What Is Cataplexy?
From the AP Dictionary of Science and Technology and family interviews. This page is not intended as medical advice. Consult with your physician before undertaking any treatment or therapy.
Cataplexy is an abrupt temporary loss of voluntary muscular function and tone, evoked by an emotional stimulus such as laughter, pleasure, anger, or excitement.
Cataplexy occurs when a person experiences an emotional stimulation – hearing a good joke (laughter), taking a trip (excitement), having an argument (anger), being in a crowded store (stress), etc. The stimulation leads to a very rapid loss of voluntary muscle control – often the person will immediately collapse as a result. The collapse occurs because the person can no longer control their leg muscles to remain standing.
As soon as the stimulation is reduced, the person regains muscle control. They may appear a bit shaken (either from the fall or from the surprise of collapsing) but in a minute or two will be in full control.
Cataplexy itself is not a serious medical emergency. However, the rapidity of the collapse can be a danger if the person strikes their head while collapsing or lands awkwardly. Use of protective headgear can reduce the risk of injury and there is medication which can be prescribed to control cataplexy. Consult with your physician for diagnosis of this condition and to determine appropriate treatment.

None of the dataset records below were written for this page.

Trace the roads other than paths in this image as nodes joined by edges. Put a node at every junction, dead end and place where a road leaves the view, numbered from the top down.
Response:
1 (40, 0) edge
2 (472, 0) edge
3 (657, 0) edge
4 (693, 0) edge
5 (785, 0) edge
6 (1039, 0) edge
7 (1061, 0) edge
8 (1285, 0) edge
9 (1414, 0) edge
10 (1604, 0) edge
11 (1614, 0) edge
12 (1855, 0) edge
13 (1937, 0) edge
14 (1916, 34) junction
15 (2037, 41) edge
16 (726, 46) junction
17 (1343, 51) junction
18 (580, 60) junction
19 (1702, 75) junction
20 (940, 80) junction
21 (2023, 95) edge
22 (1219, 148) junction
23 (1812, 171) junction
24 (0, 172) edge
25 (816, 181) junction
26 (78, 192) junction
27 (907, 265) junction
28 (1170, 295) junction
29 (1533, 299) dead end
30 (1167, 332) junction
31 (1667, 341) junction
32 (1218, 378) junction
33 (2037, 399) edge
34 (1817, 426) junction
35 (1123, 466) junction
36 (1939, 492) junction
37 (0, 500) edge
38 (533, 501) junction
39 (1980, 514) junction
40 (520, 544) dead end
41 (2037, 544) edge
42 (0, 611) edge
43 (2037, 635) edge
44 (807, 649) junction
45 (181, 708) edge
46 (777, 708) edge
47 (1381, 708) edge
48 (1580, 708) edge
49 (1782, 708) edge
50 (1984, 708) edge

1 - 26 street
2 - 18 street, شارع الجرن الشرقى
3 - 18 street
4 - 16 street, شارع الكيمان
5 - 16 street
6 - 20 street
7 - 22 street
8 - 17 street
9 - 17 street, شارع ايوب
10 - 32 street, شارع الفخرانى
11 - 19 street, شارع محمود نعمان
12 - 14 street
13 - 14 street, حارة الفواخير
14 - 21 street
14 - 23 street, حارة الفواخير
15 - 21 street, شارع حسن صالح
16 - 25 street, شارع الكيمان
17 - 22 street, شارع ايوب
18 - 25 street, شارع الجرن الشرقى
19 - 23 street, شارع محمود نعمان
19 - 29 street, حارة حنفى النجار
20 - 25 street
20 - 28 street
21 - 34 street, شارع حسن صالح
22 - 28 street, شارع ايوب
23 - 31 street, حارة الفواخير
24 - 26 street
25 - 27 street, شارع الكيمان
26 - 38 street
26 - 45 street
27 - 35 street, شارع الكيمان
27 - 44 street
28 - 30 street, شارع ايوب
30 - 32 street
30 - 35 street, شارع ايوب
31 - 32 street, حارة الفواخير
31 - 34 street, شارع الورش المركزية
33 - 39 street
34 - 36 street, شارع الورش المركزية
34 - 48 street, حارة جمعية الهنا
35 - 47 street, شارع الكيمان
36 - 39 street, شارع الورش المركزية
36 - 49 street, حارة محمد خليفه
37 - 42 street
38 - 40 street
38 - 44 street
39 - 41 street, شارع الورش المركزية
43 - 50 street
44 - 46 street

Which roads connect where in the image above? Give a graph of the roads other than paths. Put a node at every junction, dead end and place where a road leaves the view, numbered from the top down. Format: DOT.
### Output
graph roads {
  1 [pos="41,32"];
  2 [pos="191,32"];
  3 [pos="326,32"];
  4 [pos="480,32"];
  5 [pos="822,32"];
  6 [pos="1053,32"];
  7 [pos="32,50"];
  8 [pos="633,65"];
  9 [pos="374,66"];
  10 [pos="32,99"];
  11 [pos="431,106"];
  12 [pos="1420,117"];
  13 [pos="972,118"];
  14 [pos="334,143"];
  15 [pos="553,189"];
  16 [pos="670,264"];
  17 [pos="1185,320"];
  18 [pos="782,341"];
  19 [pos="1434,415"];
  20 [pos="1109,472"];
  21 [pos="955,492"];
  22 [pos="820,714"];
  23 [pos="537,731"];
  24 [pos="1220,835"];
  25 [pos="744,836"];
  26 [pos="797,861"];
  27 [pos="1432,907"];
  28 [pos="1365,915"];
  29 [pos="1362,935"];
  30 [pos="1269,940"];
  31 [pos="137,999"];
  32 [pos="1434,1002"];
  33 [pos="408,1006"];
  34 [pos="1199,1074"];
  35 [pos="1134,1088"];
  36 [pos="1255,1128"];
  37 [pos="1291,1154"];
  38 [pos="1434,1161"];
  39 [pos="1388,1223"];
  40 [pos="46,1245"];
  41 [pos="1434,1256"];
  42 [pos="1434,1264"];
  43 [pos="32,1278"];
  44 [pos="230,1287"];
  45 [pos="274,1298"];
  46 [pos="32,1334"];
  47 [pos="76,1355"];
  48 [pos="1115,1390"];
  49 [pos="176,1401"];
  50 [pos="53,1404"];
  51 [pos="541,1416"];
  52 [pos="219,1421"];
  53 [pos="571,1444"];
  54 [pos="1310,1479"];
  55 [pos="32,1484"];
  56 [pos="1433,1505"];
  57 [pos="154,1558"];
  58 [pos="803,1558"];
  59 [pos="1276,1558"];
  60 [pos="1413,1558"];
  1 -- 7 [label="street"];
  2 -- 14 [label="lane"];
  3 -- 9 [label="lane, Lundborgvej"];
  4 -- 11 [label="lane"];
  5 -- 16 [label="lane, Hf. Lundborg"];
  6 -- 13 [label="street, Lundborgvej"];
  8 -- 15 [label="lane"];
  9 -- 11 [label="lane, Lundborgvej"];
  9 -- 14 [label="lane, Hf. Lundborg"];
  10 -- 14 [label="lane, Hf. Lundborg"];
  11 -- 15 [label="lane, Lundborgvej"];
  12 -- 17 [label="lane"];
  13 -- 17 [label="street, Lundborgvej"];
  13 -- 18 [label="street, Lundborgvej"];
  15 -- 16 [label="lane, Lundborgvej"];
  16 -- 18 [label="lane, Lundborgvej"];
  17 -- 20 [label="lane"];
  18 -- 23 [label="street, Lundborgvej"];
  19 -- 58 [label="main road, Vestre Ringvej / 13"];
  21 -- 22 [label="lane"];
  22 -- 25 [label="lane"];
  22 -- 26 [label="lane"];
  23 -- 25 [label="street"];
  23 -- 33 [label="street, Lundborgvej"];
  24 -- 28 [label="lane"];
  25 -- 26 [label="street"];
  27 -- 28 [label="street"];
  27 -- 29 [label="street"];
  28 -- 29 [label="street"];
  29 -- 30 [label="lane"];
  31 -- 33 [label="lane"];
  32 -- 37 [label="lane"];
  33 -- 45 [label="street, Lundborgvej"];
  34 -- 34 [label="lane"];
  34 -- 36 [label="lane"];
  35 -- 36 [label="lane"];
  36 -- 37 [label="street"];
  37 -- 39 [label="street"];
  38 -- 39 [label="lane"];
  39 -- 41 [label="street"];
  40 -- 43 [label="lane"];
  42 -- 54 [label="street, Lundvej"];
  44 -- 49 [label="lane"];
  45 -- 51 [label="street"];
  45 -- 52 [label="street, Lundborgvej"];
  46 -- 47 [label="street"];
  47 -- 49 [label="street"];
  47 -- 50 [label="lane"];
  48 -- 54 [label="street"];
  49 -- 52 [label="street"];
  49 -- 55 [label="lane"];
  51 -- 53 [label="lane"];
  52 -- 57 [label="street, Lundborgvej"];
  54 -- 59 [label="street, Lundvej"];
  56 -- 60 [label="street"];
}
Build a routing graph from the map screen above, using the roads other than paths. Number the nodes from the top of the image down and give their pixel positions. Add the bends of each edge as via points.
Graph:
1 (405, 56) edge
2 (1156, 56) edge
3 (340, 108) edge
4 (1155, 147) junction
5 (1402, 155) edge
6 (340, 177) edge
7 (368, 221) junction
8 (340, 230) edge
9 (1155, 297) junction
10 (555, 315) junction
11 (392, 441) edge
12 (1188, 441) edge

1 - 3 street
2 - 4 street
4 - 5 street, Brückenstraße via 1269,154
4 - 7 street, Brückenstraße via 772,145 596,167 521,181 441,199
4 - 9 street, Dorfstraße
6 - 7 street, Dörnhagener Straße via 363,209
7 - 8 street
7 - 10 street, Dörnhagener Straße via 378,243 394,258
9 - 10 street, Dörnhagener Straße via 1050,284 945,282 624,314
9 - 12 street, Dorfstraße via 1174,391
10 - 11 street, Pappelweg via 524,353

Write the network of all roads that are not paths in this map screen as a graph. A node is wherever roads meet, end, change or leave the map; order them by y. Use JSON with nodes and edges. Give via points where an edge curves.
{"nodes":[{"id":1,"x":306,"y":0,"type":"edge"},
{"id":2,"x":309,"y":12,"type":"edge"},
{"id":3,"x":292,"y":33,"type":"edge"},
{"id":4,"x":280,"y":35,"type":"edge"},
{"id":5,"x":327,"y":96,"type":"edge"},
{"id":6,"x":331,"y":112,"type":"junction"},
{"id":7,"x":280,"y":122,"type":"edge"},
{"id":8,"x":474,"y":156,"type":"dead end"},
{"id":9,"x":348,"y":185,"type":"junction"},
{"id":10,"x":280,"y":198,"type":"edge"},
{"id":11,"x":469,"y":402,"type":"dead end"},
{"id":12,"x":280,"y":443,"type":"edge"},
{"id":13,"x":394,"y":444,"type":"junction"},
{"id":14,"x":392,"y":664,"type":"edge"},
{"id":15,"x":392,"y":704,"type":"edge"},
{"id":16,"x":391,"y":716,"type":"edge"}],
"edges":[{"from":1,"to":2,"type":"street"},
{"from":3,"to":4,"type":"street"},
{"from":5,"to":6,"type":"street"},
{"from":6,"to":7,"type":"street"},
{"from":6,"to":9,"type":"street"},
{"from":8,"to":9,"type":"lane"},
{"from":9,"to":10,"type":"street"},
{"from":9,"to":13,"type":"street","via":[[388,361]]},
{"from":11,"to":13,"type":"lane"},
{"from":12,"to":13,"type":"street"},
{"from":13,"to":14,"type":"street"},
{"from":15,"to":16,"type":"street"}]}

Cataplexy can be confused with seizures, especially if you are not familiar with the differing symptoms. If you suspect cataplexy is occuring, look for the following signs:
- it occurs rapidly
- it occurs during times of emotional stimulation
- the person recovers almost immediately
- the person is responsive during the event
A seizure will occur during quiet times as well as periods of stimulation and generally has more warning signs. After a seizure, the person will recover more slowly and may not remember what happened.